Splitting this concept out into its own thread:
One of the key realisations I have taken from the PyPI prefix reservations threads is that they’re fundamentally about PyPI clients asking the question “Can the publisher of this package reasonably be trusted?”, with the goal of helping tools to detect typosquatting and similar styles of attack.
PEP 752 and PEP 755 put the burden of establishing trust onto the PyPI “organisations” mechanism, and a manual review process, and then attempting to convey the result of that review to clients via a prefix reservation mechanism. Despite @ofek’s valiant efforts, I’m starting to doubt it’s going to be possible to wrangle that into a form which is both effective and feasible for the PyPI admins to manage.
The suggestions from @takluyver and @petersuter in the linked thread put me in mind of an entirely different model for establishing trust: the automated challenges that Let’s Encrypt uses to confirm that a client controls a domain name before issuing certificates for that domain. (Presumably Thomas and Peter also had the DNS-01 challenge in mind when making the suggestion to do something similar). If it’s good enough for Let’s Encrypt to issue wildcard TLS certificates, presumably it’s good enough to trust for believing that PyPI packages come from an approved publisher.

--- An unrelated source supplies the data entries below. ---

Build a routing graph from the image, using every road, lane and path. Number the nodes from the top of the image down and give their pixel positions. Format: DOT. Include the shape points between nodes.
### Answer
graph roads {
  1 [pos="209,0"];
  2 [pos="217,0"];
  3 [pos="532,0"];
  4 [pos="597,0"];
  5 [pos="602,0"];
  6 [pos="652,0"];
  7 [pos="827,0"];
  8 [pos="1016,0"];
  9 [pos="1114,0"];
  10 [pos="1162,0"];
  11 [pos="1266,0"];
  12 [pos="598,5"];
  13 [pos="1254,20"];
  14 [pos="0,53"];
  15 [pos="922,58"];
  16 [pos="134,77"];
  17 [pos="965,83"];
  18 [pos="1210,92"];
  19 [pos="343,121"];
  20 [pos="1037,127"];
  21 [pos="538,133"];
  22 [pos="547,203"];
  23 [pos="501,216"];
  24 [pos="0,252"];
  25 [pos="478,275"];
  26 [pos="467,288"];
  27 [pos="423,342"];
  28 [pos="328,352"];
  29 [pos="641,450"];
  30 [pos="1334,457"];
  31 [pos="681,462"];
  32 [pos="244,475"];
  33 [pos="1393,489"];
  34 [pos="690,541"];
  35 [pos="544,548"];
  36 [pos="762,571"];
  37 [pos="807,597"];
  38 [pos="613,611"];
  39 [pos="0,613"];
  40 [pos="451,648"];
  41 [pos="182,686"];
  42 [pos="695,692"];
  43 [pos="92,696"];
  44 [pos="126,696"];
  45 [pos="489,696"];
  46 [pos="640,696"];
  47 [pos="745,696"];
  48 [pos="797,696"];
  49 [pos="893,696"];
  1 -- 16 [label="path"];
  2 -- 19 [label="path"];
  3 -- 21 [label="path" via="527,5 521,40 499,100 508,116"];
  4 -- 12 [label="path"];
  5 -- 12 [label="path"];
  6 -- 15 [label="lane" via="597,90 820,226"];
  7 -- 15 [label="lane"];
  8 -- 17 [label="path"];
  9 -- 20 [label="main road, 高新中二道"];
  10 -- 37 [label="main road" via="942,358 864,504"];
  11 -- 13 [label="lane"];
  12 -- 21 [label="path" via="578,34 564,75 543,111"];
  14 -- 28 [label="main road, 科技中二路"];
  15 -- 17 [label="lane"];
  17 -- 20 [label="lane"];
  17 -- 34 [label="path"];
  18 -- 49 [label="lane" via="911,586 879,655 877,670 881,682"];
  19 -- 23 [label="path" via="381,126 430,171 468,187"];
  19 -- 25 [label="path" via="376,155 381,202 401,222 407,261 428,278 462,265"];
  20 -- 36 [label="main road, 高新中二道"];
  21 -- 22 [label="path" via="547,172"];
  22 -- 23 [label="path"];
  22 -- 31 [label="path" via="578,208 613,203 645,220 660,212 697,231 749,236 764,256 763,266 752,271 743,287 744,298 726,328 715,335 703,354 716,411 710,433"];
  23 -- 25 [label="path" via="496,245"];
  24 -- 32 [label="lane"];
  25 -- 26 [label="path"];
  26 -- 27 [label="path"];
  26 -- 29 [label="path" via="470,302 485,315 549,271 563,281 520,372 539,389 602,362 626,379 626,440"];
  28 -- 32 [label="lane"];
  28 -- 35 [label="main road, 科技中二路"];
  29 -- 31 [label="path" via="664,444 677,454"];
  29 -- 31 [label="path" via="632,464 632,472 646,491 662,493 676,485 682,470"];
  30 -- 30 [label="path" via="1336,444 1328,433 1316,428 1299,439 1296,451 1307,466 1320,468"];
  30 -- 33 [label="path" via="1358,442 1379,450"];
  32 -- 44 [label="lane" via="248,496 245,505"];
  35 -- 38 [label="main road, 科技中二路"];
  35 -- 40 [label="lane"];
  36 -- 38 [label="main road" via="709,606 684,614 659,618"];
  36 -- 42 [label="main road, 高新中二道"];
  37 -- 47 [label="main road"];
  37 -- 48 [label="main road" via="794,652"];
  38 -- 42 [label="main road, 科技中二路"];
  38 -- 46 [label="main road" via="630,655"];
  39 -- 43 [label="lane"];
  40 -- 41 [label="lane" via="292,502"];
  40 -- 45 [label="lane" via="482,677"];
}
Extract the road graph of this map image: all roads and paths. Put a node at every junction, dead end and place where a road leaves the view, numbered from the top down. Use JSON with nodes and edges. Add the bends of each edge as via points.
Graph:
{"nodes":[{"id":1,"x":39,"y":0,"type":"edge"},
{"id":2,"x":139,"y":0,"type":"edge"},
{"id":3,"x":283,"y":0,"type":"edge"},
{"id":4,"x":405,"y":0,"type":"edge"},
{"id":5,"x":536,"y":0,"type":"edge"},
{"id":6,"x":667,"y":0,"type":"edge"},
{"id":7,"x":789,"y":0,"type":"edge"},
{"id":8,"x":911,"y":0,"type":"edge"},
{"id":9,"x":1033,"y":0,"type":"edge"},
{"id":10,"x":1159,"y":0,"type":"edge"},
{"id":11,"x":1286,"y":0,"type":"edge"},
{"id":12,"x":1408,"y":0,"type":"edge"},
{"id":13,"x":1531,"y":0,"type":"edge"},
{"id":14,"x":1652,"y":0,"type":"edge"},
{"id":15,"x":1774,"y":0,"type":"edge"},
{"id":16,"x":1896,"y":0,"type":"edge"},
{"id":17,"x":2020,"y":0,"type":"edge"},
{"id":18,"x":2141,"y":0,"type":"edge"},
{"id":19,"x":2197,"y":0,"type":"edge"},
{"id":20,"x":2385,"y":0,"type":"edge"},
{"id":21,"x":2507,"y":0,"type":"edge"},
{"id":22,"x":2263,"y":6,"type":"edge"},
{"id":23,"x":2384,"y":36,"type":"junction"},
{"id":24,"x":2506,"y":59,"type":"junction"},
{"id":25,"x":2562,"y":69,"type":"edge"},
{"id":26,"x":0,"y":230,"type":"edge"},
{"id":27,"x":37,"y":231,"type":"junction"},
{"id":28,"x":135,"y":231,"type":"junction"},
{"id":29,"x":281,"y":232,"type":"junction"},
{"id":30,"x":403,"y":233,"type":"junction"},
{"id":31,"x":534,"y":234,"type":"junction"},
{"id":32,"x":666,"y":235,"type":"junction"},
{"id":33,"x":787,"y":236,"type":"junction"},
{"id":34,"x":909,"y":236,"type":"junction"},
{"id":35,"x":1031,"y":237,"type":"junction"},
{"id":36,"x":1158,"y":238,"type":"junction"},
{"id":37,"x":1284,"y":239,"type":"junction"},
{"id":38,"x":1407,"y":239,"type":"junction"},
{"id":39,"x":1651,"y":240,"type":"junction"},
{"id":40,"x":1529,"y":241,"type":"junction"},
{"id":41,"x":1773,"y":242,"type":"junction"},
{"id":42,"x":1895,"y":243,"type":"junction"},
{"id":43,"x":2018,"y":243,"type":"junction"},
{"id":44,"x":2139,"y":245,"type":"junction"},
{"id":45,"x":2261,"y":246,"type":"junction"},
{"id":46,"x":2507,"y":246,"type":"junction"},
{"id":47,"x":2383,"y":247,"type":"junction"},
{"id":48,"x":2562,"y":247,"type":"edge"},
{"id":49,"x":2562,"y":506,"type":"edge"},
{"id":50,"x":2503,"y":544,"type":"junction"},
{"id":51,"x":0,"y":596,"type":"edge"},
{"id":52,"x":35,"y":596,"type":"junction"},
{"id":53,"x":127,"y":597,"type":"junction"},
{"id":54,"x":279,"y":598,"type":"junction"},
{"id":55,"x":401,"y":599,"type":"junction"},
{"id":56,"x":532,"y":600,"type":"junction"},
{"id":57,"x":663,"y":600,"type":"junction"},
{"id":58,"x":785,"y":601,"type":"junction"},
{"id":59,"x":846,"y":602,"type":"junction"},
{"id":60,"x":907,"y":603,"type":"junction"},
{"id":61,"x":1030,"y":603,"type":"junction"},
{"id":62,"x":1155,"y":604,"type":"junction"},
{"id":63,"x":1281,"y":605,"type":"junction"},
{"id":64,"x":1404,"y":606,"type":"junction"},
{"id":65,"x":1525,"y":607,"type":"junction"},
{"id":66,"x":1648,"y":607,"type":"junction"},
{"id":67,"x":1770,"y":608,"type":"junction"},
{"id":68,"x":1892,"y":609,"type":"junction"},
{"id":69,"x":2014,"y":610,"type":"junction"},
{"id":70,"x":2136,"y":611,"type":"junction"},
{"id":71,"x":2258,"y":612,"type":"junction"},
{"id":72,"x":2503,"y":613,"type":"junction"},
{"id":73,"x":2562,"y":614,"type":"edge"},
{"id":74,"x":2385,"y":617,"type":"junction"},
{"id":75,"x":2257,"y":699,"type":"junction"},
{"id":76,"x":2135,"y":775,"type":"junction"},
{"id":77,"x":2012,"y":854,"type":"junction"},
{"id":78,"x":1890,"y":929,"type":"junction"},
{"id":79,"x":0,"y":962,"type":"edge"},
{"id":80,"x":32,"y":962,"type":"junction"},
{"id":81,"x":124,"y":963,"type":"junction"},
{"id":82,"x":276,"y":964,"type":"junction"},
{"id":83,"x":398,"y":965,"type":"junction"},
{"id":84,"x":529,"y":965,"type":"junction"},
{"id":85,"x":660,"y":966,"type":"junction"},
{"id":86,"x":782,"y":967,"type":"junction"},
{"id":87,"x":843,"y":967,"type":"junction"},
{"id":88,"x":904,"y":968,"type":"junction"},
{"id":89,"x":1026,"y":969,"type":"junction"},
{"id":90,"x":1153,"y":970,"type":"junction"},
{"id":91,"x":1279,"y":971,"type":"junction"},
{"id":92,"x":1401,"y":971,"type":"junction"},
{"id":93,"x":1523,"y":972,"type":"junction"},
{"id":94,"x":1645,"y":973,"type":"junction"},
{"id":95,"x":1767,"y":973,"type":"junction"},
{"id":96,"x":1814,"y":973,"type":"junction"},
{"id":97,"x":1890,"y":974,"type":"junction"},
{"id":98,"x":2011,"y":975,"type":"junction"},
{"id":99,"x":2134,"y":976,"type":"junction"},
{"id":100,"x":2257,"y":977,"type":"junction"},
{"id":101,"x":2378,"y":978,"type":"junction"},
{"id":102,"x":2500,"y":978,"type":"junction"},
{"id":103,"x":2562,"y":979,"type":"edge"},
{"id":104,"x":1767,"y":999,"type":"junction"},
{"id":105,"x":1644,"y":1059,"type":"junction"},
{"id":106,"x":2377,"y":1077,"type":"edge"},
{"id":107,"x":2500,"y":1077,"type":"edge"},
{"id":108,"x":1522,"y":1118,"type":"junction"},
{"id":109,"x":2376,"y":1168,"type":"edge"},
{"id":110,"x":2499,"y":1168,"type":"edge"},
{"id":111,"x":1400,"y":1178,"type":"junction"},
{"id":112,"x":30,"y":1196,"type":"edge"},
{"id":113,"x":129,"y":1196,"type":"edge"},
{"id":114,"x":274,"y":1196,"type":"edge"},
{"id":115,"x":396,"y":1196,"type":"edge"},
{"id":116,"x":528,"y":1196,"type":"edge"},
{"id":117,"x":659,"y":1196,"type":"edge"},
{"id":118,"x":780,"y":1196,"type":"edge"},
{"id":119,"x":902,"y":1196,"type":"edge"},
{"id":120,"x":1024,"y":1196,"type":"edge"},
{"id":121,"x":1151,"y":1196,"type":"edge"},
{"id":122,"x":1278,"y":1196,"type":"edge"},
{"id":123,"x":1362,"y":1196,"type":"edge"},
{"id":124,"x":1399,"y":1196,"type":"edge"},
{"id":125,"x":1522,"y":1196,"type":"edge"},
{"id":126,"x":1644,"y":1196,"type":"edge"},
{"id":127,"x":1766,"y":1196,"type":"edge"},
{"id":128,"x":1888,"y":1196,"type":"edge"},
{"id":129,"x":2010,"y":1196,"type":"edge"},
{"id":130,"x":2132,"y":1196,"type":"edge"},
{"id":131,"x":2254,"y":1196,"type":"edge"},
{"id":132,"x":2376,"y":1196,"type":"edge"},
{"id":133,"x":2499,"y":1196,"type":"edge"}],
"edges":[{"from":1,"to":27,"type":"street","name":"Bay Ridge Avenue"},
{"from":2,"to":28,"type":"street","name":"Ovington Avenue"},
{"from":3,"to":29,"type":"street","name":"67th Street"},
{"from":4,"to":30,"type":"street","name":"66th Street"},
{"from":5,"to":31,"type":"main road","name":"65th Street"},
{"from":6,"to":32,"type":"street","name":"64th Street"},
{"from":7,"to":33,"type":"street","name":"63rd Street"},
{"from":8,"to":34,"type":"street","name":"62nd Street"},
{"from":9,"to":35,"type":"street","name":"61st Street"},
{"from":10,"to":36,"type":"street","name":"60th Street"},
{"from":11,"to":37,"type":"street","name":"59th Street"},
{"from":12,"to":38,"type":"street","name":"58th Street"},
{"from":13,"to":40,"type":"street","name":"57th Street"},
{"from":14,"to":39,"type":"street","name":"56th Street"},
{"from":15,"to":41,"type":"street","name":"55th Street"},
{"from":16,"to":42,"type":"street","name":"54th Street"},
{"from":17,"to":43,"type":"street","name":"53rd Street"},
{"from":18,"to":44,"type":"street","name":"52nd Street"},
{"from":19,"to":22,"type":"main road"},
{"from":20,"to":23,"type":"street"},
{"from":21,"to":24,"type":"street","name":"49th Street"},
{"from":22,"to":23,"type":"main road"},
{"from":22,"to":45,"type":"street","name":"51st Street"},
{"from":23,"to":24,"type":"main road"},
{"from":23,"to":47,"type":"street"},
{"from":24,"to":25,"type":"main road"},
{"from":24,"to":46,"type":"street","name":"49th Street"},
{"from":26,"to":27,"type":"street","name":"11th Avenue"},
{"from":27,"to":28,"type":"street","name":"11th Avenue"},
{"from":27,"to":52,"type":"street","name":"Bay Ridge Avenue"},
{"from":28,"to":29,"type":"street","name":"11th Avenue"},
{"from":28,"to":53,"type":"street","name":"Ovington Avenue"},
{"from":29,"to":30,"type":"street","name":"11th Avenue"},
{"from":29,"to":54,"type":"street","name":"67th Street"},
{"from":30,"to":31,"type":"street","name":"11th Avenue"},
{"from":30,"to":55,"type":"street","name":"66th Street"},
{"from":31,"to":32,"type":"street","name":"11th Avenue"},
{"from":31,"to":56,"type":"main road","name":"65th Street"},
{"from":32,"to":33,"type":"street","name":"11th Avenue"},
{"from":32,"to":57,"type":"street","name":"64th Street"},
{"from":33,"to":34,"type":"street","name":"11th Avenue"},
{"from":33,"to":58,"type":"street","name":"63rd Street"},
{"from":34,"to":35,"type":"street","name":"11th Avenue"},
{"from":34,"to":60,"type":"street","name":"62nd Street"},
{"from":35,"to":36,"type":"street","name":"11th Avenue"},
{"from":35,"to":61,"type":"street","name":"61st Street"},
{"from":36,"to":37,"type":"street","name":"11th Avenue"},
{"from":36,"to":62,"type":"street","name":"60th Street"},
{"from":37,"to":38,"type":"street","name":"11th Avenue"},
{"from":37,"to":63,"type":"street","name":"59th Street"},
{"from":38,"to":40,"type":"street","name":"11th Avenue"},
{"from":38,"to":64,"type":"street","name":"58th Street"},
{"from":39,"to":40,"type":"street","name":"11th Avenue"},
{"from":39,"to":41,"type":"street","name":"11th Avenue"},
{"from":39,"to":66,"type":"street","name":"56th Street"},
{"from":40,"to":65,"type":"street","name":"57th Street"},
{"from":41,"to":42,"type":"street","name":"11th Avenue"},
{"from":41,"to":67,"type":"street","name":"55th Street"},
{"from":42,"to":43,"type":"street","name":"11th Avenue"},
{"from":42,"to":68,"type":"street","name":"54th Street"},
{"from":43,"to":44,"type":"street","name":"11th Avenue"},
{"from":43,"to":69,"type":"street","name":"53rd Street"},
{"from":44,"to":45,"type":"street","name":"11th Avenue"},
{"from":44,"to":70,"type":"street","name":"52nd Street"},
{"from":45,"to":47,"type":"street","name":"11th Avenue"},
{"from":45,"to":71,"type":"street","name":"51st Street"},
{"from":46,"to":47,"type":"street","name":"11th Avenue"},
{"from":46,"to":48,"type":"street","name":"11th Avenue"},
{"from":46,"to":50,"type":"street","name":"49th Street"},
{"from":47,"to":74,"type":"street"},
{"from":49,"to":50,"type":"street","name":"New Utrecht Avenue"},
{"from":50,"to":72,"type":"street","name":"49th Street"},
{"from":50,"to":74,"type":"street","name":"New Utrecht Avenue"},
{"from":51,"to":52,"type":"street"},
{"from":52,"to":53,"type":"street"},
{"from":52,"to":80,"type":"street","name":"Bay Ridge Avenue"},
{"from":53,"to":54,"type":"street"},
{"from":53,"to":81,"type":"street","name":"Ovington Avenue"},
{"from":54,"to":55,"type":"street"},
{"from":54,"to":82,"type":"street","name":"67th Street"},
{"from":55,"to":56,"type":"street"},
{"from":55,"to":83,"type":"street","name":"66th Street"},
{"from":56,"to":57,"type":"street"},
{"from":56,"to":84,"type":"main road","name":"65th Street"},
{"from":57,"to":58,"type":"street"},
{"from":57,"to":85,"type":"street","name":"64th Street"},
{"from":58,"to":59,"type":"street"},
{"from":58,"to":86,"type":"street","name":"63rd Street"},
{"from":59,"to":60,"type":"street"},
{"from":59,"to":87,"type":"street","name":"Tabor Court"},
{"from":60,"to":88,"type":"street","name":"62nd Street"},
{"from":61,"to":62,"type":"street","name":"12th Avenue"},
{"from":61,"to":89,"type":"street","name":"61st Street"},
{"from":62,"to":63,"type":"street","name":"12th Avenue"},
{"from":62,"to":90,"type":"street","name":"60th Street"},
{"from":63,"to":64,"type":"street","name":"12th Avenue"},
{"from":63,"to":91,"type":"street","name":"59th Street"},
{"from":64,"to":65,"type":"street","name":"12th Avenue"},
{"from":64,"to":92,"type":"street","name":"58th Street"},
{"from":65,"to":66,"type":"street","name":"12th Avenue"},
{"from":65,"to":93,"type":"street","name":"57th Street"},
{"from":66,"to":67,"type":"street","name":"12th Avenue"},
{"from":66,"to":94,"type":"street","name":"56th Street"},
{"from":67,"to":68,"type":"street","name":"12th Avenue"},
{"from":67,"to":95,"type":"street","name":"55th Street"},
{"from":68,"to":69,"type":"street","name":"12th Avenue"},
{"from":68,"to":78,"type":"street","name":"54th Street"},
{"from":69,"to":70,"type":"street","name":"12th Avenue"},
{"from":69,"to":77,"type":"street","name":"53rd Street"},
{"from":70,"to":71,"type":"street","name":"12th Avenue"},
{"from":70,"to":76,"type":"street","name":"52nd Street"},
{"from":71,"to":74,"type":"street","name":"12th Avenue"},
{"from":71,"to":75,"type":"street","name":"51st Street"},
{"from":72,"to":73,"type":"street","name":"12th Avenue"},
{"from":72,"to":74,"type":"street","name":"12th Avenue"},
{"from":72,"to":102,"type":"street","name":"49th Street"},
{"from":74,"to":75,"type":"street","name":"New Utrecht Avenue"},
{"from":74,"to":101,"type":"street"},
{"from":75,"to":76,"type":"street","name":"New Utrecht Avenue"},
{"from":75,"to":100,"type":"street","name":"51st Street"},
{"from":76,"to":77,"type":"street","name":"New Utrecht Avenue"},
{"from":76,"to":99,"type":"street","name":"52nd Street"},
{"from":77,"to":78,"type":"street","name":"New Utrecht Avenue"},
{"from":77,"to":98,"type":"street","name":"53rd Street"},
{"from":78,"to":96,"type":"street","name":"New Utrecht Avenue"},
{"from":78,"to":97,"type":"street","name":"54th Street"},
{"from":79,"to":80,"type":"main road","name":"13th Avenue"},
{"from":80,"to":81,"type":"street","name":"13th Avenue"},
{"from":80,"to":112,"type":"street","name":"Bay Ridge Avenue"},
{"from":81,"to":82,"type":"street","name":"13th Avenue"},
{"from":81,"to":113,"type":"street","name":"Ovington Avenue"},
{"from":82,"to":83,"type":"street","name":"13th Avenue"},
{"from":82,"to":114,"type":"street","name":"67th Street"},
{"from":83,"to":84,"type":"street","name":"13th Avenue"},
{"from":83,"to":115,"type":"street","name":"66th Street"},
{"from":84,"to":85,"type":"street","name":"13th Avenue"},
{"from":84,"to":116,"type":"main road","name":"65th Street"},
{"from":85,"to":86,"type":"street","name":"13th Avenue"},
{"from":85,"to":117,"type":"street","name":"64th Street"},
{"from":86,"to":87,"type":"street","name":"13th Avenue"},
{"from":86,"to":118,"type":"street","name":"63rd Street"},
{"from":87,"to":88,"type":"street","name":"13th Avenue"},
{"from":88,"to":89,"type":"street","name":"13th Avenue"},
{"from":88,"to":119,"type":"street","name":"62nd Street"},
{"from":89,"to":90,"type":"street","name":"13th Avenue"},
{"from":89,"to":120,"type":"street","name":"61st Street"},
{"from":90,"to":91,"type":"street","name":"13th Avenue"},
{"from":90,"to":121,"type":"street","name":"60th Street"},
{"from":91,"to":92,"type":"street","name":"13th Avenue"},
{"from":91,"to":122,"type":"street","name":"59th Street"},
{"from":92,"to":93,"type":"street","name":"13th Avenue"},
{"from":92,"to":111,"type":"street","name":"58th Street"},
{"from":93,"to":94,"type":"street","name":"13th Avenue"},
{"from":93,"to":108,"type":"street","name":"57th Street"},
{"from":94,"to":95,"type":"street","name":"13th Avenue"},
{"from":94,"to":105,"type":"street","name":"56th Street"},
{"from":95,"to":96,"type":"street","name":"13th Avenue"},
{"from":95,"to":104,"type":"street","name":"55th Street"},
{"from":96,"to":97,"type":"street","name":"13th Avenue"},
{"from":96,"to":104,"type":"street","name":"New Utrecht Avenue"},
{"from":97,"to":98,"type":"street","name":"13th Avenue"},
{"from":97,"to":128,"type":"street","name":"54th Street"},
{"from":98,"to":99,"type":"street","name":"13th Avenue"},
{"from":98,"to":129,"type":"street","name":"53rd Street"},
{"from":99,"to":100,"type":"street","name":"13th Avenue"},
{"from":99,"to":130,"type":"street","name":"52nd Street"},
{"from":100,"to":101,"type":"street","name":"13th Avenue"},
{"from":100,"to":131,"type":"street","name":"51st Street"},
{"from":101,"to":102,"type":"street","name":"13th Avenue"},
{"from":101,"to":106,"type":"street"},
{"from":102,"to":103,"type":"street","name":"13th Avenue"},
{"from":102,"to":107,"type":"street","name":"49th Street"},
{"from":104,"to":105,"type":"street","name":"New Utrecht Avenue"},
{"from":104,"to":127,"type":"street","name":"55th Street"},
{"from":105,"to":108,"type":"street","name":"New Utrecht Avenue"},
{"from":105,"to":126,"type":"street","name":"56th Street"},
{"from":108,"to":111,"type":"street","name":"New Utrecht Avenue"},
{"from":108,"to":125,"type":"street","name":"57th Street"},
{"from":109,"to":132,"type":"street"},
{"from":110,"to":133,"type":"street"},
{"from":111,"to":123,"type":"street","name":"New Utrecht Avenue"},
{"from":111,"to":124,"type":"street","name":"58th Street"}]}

As a completely unreviewed first sketch of that idea, I think it would need at least the following components:
- a repository API project metadata field. Let’s call it
domain-authority
: it references a domain name (or perhaps a full URL) representing the “publishing authority” for that project. - a protocol for clients and repositories to use to confirm that a
domain-authority
API entry in a Python package repository JSON response is valid (such queries would be sent to the domain authority URL, NOT to the repository server). Both HTTPS and DNS seem like plausible candidates here, but HTTPS would probably be simpler (and avoid various categories of attack that would otherwise arise due to these values being static metadata rather than the dynamic challenge tokens used in ACME).
Creating a project with a domain authority set would be a three step process:
- Create the project on the repository (so you can be sure the name is available)
- Add the entry for the project on the publisher controlled domain authority server
- Set the
domain-authority
field in the repository project metadata (which will now pass the repository server’s validation check due to step 2)
On the client side, there would be three options for handling domain authority validation:
- Ignore the new metadata field (this preserves the status quo)
- Accept a list of approved domain authorities, and warn for any packages that don’t come from an approved domain authority. Trust that the repository has already checked the validity of the domain authority entries in the API response rather than checking them independently.
- Similar to approach 2, but independently verify the domain authority claims. May fail the installation if any of the referenced domain authority servers are down.
While I’m sure there are devils lurking in the details, the basic idea feels plausible to me, and more compatible with the historical free-for-all that is PyPI package naming. It also avoids putting any additional publisher review burdens on the PyPI admins (since that part of the problem is offloaded to certificate authorities and DNS registrars).
(There are also some echoes of the “maximum trust” TUF model here, but accepting substantially weaker security guarantees as a result of avoiding the key management logistics involved in enabling end-to-end artifact signing)